I ordered a beer and she ordered a mango shake and the WiFi password.  We were deep in it – a side street on the infamous backpacker heaven / backpacker ghetto of Khao San Road, which for decades has simultaneously had both the cheapest rooms and offered the “least authentic Thai experience” of any neighborhood in Bangkok.

 

As we get settled, a fella at the front of the bar gets our attention with a big “hey!” and shoots his arms up, V for peace or V for victory, all smiles, and beckons me over.  I grab my beer and take a seat.  He introduces himself as “Luke”, from London, though his accent tells me maybe he’s French.

Luke effuses a kind of unfocused enthusiasm.  His attention moves from the two cigarettes lined up on the wood table in front of him, to the handlebars of his mustache, oiled by the attention of his fingers, back to the cigarettes, upsetting them on the table, and then lining them back up.  But it is a languid, lazy attention, not frantic, but excited.  He is excited to talk to me.  He touches his bottle of Chang beer,  it is about a quarter full, he seems to sense that, and he touches an empty glass next to his bottle.  It has the remains of beers suds at the bottom.

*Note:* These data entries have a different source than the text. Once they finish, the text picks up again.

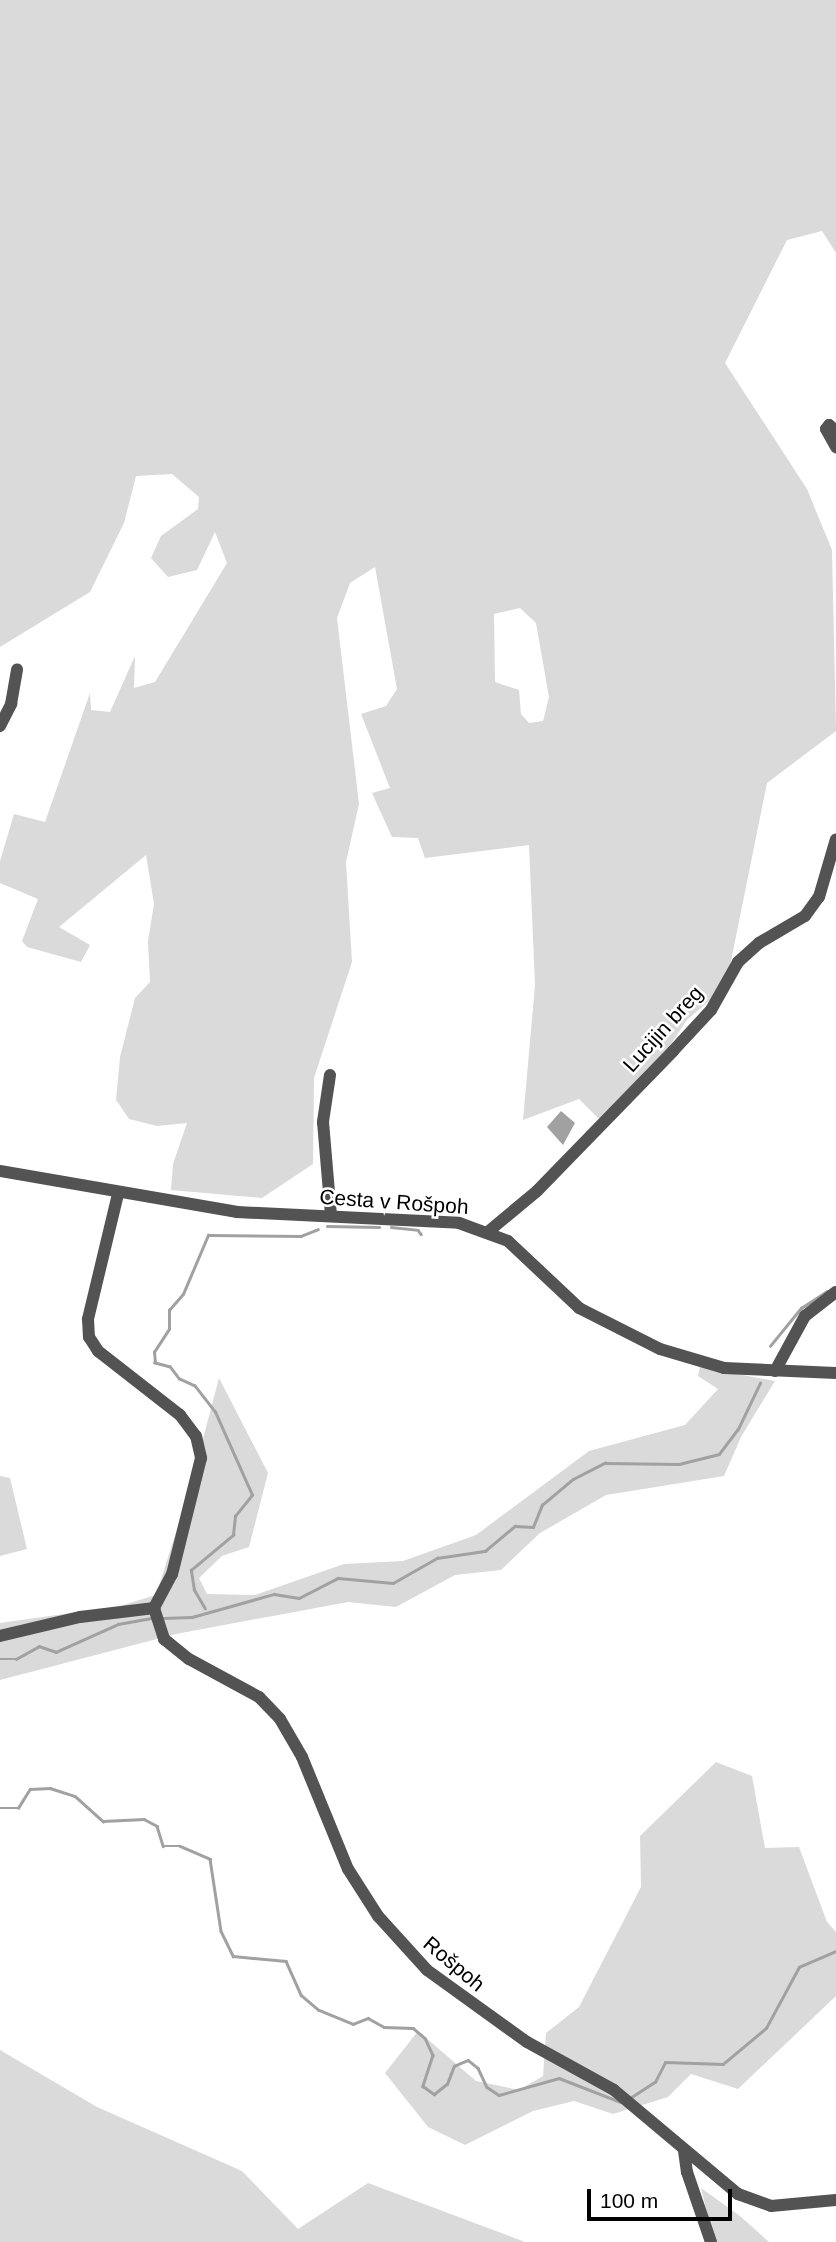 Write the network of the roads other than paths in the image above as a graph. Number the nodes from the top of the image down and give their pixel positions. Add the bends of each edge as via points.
1 (836, 431) edge
2 (836, 447) edge
3 (17, 670) dead end
4 (0, 726) edge
5 (836, 839) edge
6 (330, 1075) dead end
7 (0, 1171) edge
8 (118, 1194) junction
9 (331, 1215) junction
10 (489, 1231) junction
11 (836, 1292) edge
12 (775, 1371) junction
13 (836, 1373) edge
14 (155, 1616) junction
15 (0, 1636) edge
16 (684, 2151) junction
17 (836, 2200) edge
18 (711, 2242) edge

1 - 2 street via 829,425 826,429
3 - 4 street via 11,704
5 - 10 street, Lucijin breg via 819,897 805,916 759,943 738,962 711,1010 692,1031 537,1191
6 - 9 street via 323,1122
7 - 8 street, Cesta v Rošpoh
8 - 9 street, Cesta v Rošpoh via 237,1212
8 - 14 street via 88,1319 89,1337 99,1351 180,1415 196,1436 201,1458 172,1574
9 - 10 street, Cesta v Rošpoh via 459,1223
10 - 12 street, Cesta v Rošpoh via 508,1241 579,1308 634,1337 708,1364
11 - 12 street via 805,1316
12 - 13 street, Cesta v Rošpoh
14 - 15 street via 80,1617
14 - 16 street, Rošpoh via 178,1652 259,1697 280,1719 302,1757 348,1869 404,1947 466,2001 548,2056 614,2090
16 - 17 street, Rošpoh via 728,2187 761,2205
16 - 18 street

“Pour me a bit?” he asks, and I fill his glass from my bottle.  We talk about everything, in half starts and stops.  He is difficult to understand, and I’m not sure if it’s the beer, the language barrier, or simply that he mutters and his attention is always divided between me, the glass, the cigarettes on the table and the people outside.  I mention that I’m American and he grabs my arm and praises the soldiers landing on the beach at Normandy.  He points to a picture on the bar ceiling, a standard Thailand bar photo, this one is a vintage shot of the members of Led Zeppelin standing out on the street.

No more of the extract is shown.